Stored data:
BEGIN

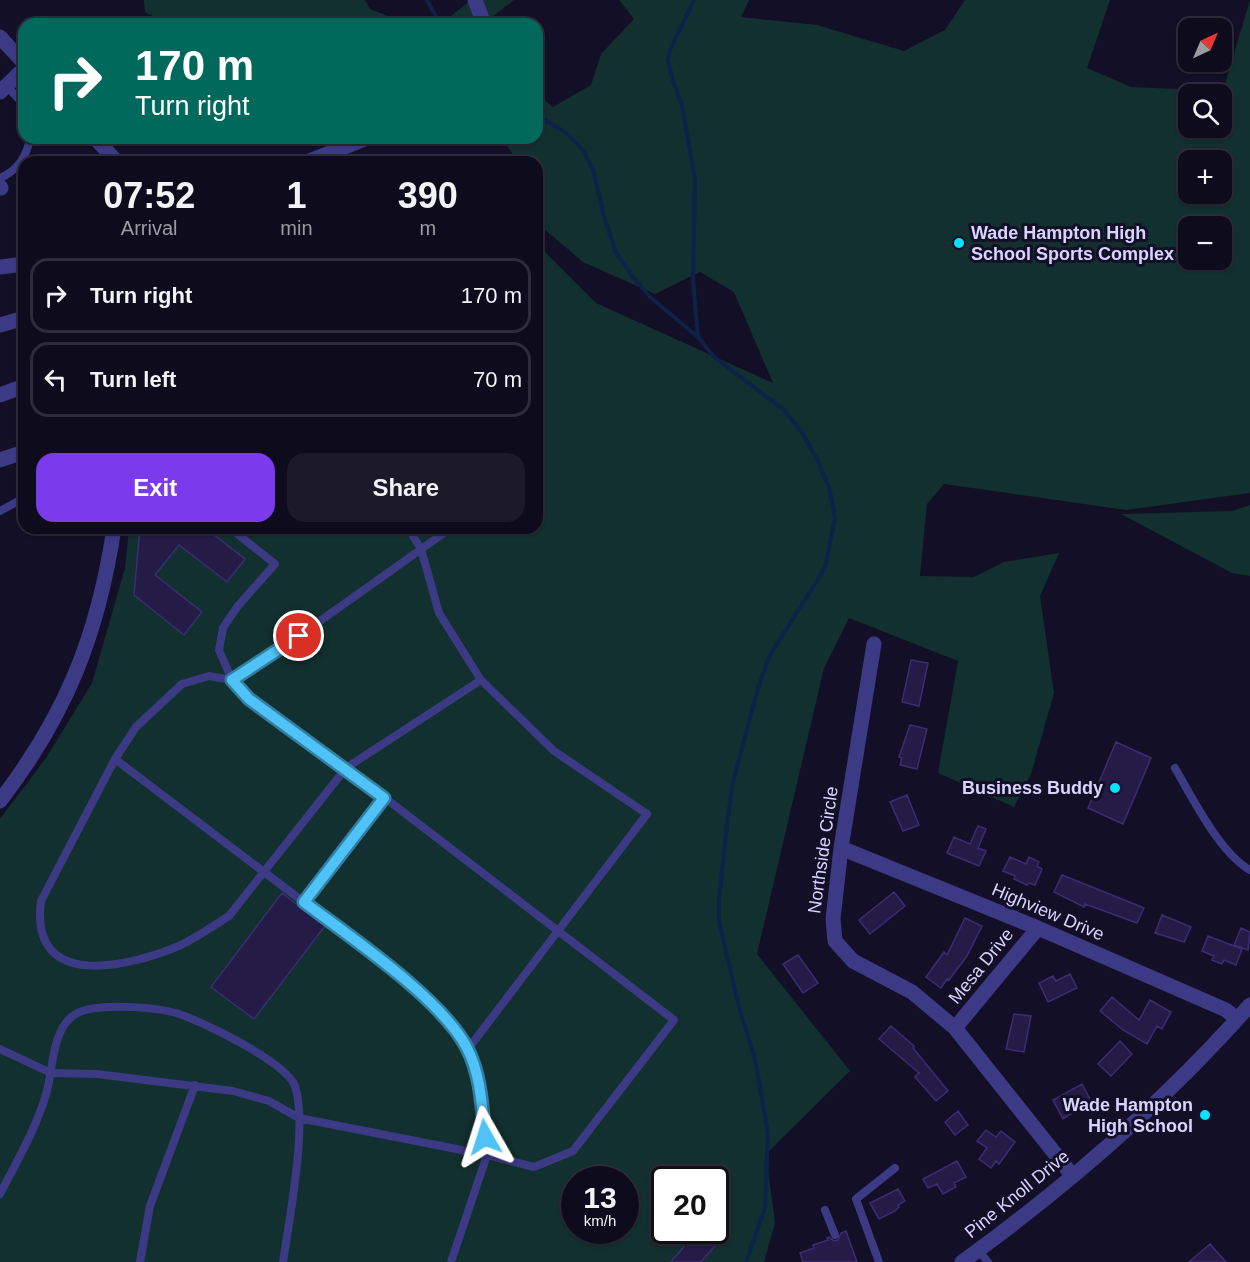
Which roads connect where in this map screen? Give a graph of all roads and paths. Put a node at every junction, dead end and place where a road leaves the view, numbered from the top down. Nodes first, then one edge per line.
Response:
1 (475, 0) edge
2 (482, 18) edge
3 (0, 37) edge
4 (18, 56) edge
5 (18, 74) edge
6 (3, 88) edge
7 (18, 100) edge
8 (100, 144) edge
9 (352, 144) edge
10 (112, 156) edge
11 (322, 156) edge
12 (18, 164) edge
13 (0, 184) edge
14 (18, 265) edge
15 (0, 267) edge
16 (18, 320) edge
17 (0, 325) edge
18 (18, 388) edge
19 (0, 395) edge
20 (18, 454) edge
21 (0, 460) edge
22 (18, 501) edge
23 (0, 511) edge
24 (113, 534) edge
25 (238, 534) edge
26 (412, 534) edge
27 (442, 534) edge
28 (421, 549) junction
29 (874, 644) dead end
30 (232, 680) junction
31 (481, 680) junction
32 (115, 759) junction
33 (346, 768) junction
34 (1175, 768) dead end
35 (384, 798) junction
36 (0, 801) edge
37 (841, 848) junction
38 (1250, 870) edge
39 (263, 872) junction
40 (304, 902) junction
41 (1038, 928) junction
42 (557, 930) junction
43 (1250, 1005) edge
44 (1237, 1019) junction
45 (955, 1029) junction
46 (0, 1049) edge
47 (468, 1049) junction
48 (51, 1073) junction
49 (195, 1085) junction
50 (299, 1118) junction
51 (486, 1155) junction
52 (895, 1168) dead end
53 (1072, 1175) junction
54 (0, 1194) edge
55 (825, 1210) dead end
56 (835, 1235) dead end
57 (983, 1256) edge
58 (140, 1262) edge
59 (283, 1262) edge
60 (451, 1262) edge
61 (879, 1262) edge
62 (962, 1262) edge

1 - 2 street
3 - 4 street
5 - 6 street
6 - 7 lane
8 - 10 street
9 - 11 street
12 - 13 lane
14 - 15 street
16 - 17 street
18 - 19 street
20 - 21 street
22 - 23 lane
24 - 36 street
25 - 30 lane
26 - 28 lane
27 - 28 lane
28 - 30 lane
28 - 31 lane
29 - 37 street, Northside Circle
30 - 32 lane
30 - 33 lane
31 - 33 lane
31 - 42 lane
32 - 39 lane
32 - 39 lane
33 - 35 lane
33 - 39 lane
34 - 38 lane
35 - 40 lane
35 - 42 lane
37 - 41 street, Highview Drive
37 - 45 street, Northside Circle
39 - 40 lane
40 - 47 lane
41 - 44 street, Highview Drive
41 - 45 street, Mesa Drive
42 - 47 lane
42 - 51 lane
43 - 44 street, Pine Knoll Drive
44 - 53 street, Pine Knoll Drive
45 - 53 street, Northside Circle
46 - 48 lane
47 - 51 lane
48 - 49 lane
48 - 50 lane
48 - 54 lane
49 - 50 lane
49 - 58 lane
50 - 51 lane
50 - 59 lane
51 - 60 lane
52 - 61 lane
53 - 57 street, Pine Knoll Drive
55 - 56 lane
57 - 62 street, Pine Knoll Drive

END

**Task to complete:** Only the lines above that hold "Drive" are wanted. Show every one of them.

**Written reply:**
37 - 41 street, Highview Drive
41 - 44 street, Highview Drive
41 - 45 street, Mesa Drive
43 - 44 street, Pine Knoll Drive
44 - 53 street, Pine Knoll Drive
53 - 57 street, Pine Knoll Drive
57 - 62 street, Pine Knoll Drive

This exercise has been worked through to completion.